Stroud examines the Cartesian argument for skepticism about the external world. Reflecting on our knowledge is a common, everyday task, e.g. when we examine if what we know about the common cold can be true. Descartes did this common, everyday task, except he did so over all his knowledge. He found a common source to most of his beliefs: the senses.

He then put himself in the best possible situation that one could be in to get knowledge through the senses: sitting in front of his fire with paper in hand. If this case is truly representative of how we get knowledge (or, more accurately, how we think we get knowledge) of the external world, then Descartes’ findings about this case will be representative of sense-knowledge. He found that he couldn’t distinguish reality from dreaming, and you don’t know things on account of your dreams; so he couldn’t know that he was sitting by the fire.

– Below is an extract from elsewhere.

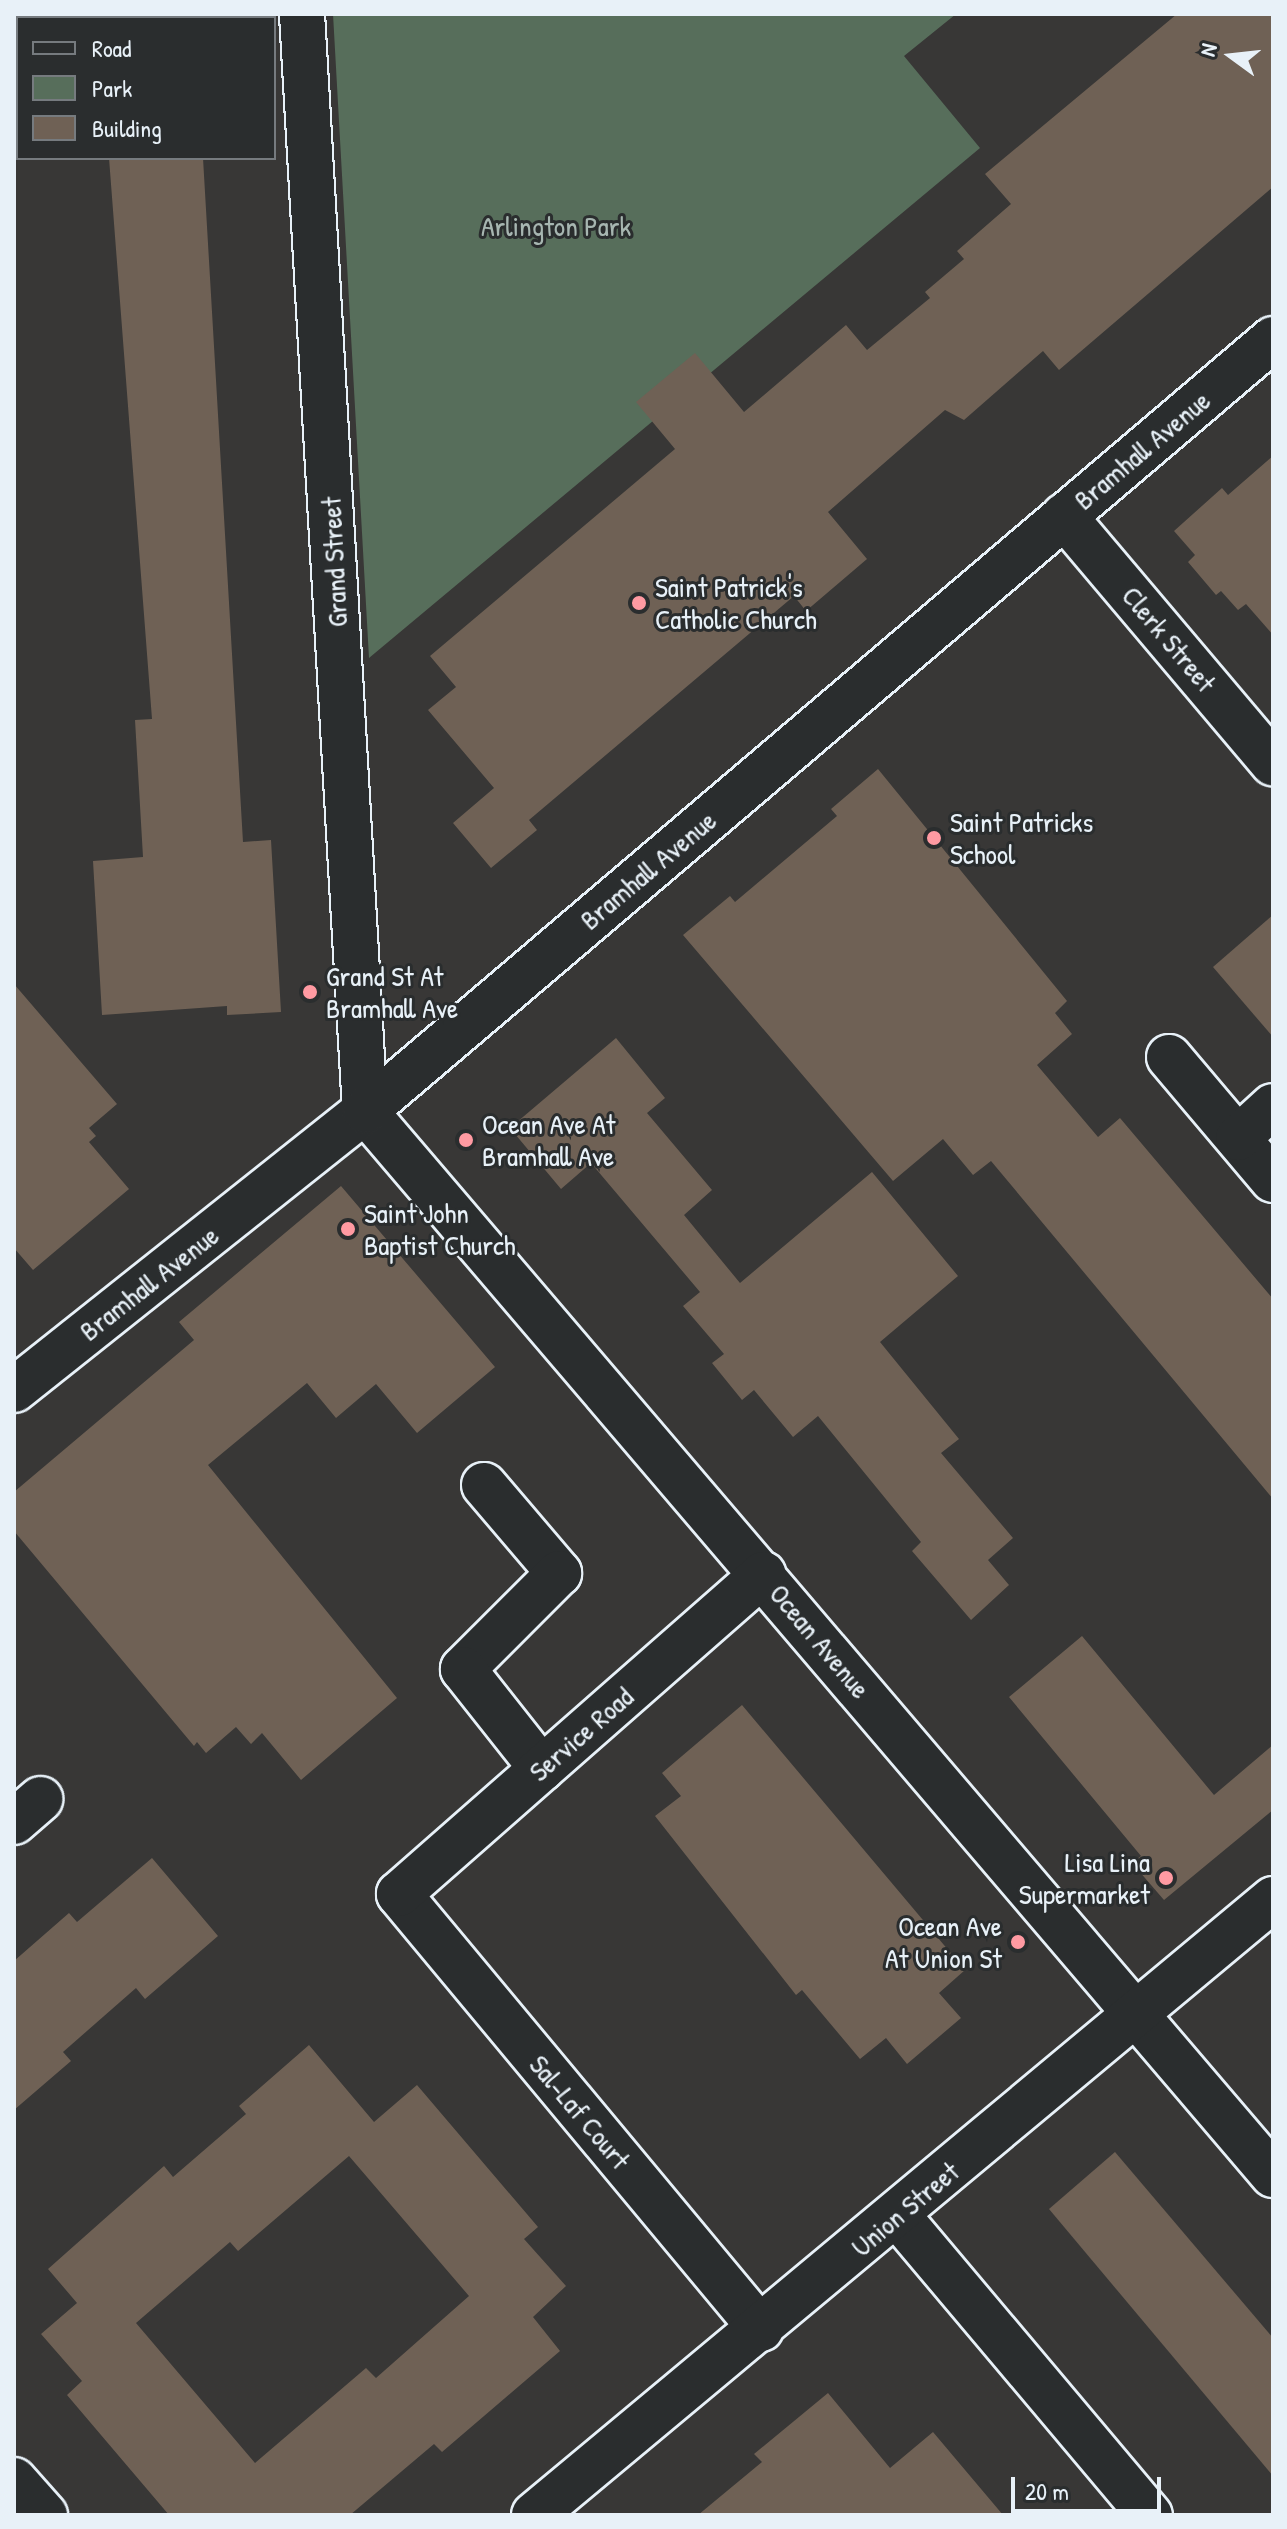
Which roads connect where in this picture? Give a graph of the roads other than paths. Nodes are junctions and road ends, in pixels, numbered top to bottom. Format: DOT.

Descartes assumes at least three things:

  1. You can’t know something on account of your dreams. This is widely regarded as correct. The way we normally use “know” excludes us from knowing something on account of our dreams.
  2. To know x through your senses, you’d have to know you weren’t dreaming when you thought you were learning x through your senses. This second assumption is more difficult to discuss. To know x, we don’t have to know everything that must be true if x is true. If we did, we’d have to know an indeterminate number of propositions. But we do have to know that some things that would contradict x are false. And we have to know the that evidence that undermine our evidence for x is false. So it’s not clear how much we have to know in order to know x. Descartes idea that we have to know we aren’t dreaming to know x has been intuitively forceful throughout history. So it’s at least plausible.
  3. You can’t distinguish dreaming from being awake. What evidence could you have for believing you were not dreaming that itself could not be the result of a dream? Take the classic example of asking someone to pinch you to see if you are dreaming. Presumably, if it hurts, then you are not dreaming. But why couldn’t the pain be the result of a dream? So there is no evidence that would show you were not dreaming.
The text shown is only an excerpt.